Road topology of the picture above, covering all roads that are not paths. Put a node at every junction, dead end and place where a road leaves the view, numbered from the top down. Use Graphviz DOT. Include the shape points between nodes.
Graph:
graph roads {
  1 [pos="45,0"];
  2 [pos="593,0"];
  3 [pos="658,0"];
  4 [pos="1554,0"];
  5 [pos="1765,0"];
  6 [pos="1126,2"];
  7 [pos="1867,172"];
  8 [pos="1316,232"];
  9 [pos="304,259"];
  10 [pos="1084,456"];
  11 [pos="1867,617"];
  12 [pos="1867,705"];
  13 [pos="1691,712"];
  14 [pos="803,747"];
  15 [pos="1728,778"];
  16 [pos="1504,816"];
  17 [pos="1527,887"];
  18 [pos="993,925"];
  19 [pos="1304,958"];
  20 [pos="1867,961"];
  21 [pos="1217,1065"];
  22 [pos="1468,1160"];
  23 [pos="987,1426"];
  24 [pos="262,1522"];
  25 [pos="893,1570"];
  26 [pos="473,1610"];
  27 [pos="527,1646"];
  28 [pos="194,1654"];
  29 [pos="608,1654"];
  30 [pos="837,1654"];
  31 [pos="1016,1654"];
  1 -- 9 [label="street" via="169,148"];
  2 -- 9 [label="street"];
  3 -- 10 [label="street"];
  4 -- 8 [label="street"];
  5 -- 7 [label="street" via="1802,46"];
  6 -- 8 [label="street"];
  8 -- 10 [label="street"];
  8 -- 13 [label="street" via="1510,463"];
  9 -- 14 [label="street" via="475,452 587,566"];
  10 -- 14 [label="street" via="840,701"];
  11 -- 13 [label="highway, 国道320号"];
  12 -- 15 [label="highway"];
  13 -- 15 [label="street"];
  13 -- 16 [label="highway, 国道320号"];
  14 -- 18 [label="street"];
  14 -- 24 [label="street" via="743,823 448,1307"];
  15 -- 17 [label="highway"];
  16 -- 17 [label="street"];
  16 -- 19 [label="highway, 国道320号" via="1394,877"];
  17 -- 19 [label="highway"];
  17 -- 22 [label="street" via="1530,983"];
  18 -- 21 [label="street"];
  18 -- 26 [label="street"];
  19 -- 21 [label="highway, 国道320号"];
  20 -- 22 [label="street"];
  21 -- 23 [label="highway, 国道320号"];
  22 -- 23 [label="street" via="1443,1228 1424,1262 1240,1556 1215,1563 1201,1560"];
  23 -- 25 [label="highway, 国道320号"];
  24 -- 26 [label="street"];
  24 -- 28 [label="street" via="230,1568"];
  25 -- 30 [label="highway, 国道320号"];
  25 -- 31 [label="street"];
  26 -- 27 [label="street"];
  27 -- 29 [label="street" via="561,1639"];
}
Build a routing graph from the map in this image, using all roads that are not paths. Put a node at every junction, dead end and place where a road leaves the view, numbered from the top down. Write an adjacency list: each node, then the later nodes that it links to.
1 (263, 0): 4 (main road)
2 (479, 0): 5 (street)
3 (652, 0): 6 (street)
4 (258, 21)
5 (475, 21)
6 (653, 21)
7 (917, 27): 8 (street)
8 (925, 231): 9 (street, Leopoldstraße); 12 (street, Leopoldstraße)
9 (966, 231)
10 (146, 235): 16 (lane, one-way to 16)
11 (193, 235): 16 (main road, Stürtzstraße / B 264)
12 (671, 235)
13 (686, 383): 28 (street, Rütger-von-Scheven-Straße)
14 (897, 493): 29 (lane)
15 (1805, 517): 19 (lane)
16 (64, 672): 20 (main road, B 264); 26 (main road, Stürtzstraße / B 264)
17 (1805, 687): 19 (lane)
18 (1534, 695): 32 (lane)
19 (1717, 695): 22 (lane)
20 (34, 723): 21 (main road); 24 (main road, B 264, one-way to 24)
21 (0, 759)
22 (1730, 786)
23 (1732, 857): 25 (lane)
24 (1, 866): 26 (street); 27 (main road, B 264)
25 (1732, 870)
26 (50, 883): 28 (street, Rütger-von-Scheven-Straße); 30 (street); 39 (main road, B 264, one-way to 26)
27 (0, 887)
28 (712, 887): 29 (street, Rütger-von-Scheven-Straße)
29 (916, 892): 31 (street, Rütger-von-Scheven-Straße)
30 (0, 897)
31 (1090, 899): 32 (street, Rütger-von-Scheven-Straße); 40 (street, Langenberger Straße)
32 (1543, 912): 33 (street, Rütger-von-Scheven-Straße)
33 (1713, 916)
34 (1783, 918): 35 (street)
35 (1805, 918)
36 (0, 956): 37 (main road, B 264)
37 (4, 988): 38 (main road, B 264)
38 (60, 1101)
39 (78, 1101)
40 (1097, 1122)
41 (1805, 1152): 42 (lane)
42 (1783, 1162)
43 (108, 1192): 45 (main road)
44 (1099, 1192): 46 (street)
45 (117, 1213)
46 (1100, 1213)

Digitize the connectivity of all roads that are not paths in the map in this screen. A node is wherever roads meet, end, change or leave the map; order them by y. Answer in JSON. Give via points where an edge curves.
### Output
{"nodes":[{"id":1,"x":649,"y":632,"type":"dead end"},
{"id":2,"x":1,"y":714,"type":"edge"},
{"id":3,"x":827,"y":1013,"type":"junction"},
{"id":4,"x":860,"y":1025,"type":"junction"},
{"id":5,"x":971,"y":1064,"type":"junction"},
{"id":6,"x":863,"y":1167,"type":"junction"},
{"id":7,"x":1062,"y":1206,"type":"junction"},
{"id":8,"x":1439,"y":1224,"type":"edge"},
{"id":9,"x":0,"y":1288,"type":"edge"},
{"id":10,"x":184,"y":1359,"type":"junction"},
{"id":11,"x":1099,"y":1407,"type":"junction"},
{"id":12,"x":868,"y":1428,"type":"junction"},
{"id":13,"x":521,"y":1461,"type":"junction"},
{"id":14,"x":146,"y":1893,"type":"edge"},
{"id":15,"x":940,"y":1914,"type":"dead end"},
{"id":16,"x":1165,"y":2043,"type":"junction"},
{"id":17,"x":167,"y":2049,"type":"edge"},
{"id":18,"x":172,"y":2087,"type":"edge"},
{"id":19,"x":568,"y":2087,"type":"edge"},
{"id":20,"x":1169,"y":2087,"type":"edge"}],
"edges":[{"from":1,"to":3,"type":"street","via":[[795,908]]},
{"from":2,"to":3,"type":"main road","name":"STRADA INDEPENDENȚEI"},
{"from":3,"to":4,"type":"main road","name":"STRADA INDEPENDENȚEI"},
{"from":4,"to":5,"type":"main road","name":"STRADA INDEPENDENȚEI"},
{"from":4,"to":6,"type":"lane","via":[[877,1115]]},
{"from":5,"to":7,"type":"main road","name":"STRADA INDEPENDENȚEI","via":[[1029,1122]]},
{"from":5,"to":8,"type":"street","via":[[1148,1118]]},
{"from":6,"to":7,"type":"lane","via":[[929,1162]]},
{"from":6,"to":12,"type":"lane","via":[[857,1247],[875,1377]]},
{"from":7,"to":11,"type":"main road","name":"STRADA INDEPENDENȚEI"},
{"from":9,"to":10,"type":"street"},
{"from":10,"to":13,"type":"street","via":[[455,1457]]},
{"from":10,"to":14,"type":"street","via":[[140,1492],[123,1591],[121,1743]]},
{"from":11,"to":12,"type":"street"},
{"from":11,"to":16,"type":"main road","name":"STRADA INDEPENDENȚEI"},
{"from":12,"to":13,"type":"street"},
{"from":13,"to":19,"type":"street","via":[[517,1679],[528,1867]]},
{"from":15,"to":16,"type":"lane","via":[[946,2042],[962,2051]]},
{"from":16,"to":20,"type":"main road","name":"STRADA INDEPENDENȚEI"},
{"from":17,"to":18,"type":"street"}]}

============

TASK GOAL:
Track down every line in the entries that includes the string "Rütger", and copy it.

WRITTEN ANSWER:
13 (686, 383): 28 (street, Rütger-von-Scheven-Straße)
26 (50, 883): 28 (street, Rütger-von-Scheven-Straße); 30 (street); 39 (main road, B 264, one-way to 26)
28 (712, 887): 29 (street, Rütger-von-Scheven-Straße)
29 (916, 892): 31 (street, Rütger-von-Scheven-Straße)
31 (1090, 899): 32 (street, Rütger-von-Scheven-Straße); 40 (street, Langenberger Straße)
32 (1543, 912): 33 (street, Rütger-von-Scheven-Straße)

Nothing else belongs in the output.